Relato Crítico por Brisa Noronha – Eixo Ambiental da Sustentabilidade em Museus”, com Eunice Laroque, Arturo González e Angelica Fabbri Mediadora: Ana Lourdes Costa

Por Brisa Noronha



A mesa de debates começa com uma rápida fala da mediadora, Ana Lourdes Costa, coordenadora da área de Promoção da Coordenação de Promoção e Gestão da Imagem Institucional (CPGII/DDFEM) do IBRAM desde 2009, colocando o tema central a ser discutido: “Natureza e humanidades se interconectam, precisam continuar existindo de forma digna”.

 

A primeira palestrante, Eunice Laroque, discorre sobre sua experiência como diretora do Museu de Arqueologia de Itaipu/IBRAM em Niterói. Criado em 1967, pelo IPHAN, o museu se encontra dentro das ruínas do Recolhimento de Santa Teresa (antigo recolhimento de mulheres que durou pouco tempo), sítio histórico construído em 1764. Quando foi desativado, o local passou a ser ocupado por pescadores, que ali viviam e trabalhavam. Em 1955, o Recolhimento de Santa Teresa foi tombado pelo IPHAN e o sítio foi então desocupado, desalojando os pescadores.

Por muitos anos, o Museu de Itaipu tratou dos sítios históricos e pré-históricos existentes naquele território. Além do Recolhimento de Santa Teresa, existiam na região dois sítios arqueológicos de sambaquis, chamados Duna Pequena e Camboinhas. Na década de 1940, esses sítios foram dizimados durante a construção do canal que liga o mar à lagoa de Itaipu. A comunidade local reconhece a construção do “Canal da vergonha” (como é chamado por eles) como responsável pela destruição de um enorme patrimônio arqueológico. Sobre esse episódio, Eunice chama atenção ao fato de que, naquela época, o Instituto do Patrimônio Histórico e Artístico Nacional, IPHAN, tinha seu escritório no local.

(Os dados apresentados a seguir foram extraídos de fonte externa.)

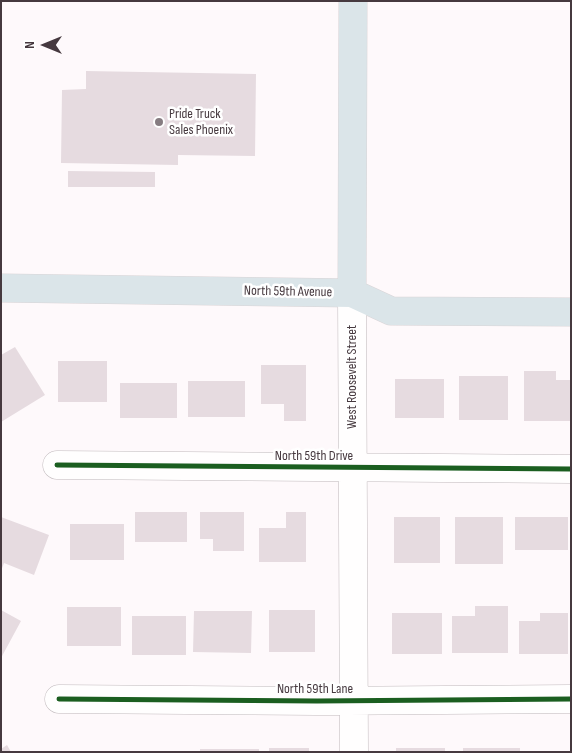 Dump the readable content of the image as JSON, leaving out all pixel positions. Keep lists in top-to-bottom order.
{
  "streets": {
    "main road": ["North 59th Avenue", "West Roosevelt Street"],
    "street": ["North 59th Drive", "North 59th Lane"]
  },
  "crossings": [
    ["North 59th Avenue", "West Roosevelt Street"],
    ["West Roosevelt Street", "North 59th Drive"],
    ["West Roosevelt Street", "North 59th Lane"]
  ],
  "places": ["Pride Truck Sales Phoenix"],
  "north": "left"
}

De 2009 em diante, a partir da criação do Instituto Brasileiro de Museus, IBRAM, o Museu de Itaipu tem como missão o resgate das histórias da comunidade em relação aos sítios históricos e pré-históricos. A partir de 2015, já em sua gestão, foi feita uma oficina de inventário participativo de referências culturais, e desde então trabalham nessa perspectiva. Esse processo teve como primeira etapa buscar referências culturais de histórias de vida, e o resultado foi um livro (disponível em http://museudearqueologiadeitaipu.museus.gov.br) e um extenso arquivo audiovisual contendo relatos de pessoas que iam sendo indicadas pela própria comunidade como representativas. Esse método vem sendo aplicado para resgatar o valor dos povos originários, protegendo as memórias afetivas da região e das famílias que ali habitam.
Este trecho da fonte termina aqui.